→ **YOUR GOAL**:
Here are some records. Print all of them exactly.

→ **GIVEN ENTRIES**:

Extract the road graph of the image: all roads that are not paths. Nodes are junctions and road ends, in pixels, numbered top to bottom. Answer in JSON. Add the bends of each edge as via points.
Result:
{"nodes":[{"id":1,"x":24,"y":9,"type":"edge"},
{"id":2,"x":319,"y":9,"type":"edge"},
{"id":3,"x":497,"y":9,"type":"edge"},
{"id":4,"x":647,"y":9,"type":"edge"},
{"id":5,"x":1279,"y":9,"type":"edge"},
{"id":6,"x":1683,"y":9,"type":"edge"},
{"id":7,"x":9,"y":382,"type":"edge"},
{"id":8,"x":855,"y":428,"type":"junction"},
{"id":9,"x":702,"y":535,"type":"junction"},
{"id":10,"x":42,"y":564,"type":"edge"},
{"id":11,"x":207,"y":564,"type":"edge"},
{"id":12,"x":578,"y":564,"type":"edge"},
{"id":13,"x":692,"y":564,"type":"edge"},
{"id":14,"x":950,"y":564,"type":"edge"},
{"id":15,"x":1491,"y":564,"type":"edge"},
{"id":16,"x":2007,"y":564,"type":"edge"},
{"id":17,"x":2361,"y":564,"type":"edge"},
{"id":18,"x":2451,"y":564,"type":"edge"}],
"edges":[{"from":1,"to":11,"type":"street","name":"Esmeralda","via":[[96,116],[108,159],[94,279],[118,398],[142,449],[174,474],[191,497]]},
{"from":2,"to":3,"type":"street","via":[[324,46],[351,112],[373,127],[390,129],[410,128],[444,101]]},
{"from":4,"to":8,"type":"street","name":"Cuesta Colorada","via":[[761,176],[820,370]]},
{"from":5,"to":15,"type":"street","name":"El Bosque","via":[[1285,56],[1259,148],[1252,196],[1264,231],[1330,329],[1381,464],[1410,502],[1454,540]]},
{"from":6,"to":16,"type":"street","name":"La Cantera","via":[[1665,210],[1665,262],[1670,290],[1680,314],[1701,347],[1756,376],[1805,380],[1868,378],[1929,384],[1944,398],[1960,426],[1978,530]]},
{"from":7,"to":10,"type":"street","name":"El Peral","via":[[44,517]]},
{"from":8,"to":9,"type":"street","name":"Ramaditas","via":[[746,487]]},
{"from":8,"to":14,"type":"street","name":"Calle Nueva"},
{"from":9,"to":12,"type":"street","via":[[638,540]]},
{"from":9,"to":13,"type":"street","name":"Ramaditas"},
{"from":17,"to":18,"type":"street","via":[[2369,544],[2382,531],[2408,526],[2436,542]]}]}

→ **COMPLETED TASK**:
Extract the road graph of the image: all roads that are not paths. Nodes are junctions and road ends, in pixels, numbered top to bottom. Answer in JSON. Add the bends of each edge as via points.
Result:
{"nodes":[{"id":1,"x":24,"y":9,"type":"edge"},
{"id":2,"x":319,"y":9,"type":"edge"},
{"id":3,"x":497,"y":9,"type":"edge"},
{"id":4,"x":647,"y":9,"type":"edge"},
{"id":5,"x":1279,"y":9,"type":"edge"},
{"id":6,"x":1683,"y":9,"type":"edge"},
{"id":7,"x":9,"y":382,"type":"edge"},
{"id":8,"x":855,"y":428,"type":"junction"},
{"id":9,"x":702,"y":535,"type":"junction"},
{"id":10,"x":42,"y":564,"type":"edge"},
{"id":11,"x":207,"y":564,"type":"edge"},
{"id":12,"x":578,"y":564,"type":"edge"},
{"id":13,"x":692,"y":564,"type":"edge"},
{"id":14,"x":950,"y":564,"type":"edge"},
{"id":15,"x":1491,"y":564,"type":"edge"},
{"id":16,"x":2007,"y":564,"type":"edge"},
{"id":17,"x":2361,"y":564,"type":"edge"},
{"id":18,"x":2451,"y":564,"type":"edge"}],
"edges":[{"from":1,"to":11,"type":"street","name":"Esmeralda","via":[[96,116],[108,159],[94,279],[118,398],[142,449],[174,474],[191,497]]},
{"from":2,"to":3,"type":"street","via":[[324,46],[351,112],[373,127],[390,129],[410,128],[444,101]]},
{"from":4,"to":8,"type":"street","name":"Cuesta Colorada","via":[[761,176],[820,370]]},
{"from":5,"to":15,"type":"street","name":"El Bosque","via":[[1285,56],[1259,148],[1252,196],[1264,231],[1330,329],[1381,464],[1410,502],[1454,540]]},
{"from":6,"to":16,"type":"street","name":"La Cantera","via":[[1665,210],[1665,262],[1670,290],[1680,314],[1701,347],[1756,376],[1805,380],[1868,378],[1929,384],[1944,398],[1960,426],[1978,530]]},
{"from":7,"to":10,"type":"street","name":"El Peral","via":[[44,517]]},
{"from":8,"to":9,"type":"street","name":"Ramaditas","via":[[746,487]]},
{"from":8,"to":14,"type":"street","name":"Calle Nueva"},
{"from":9,"to":12,"type":"street","via":[[638,540]]},
{"from":9,"to":13,"type":"street","name":"Ramaditas"},
{"from":17,"to":18,"type":"street","via":[[2369,544],[2382,531],[2408,526],[2436,542]]}]}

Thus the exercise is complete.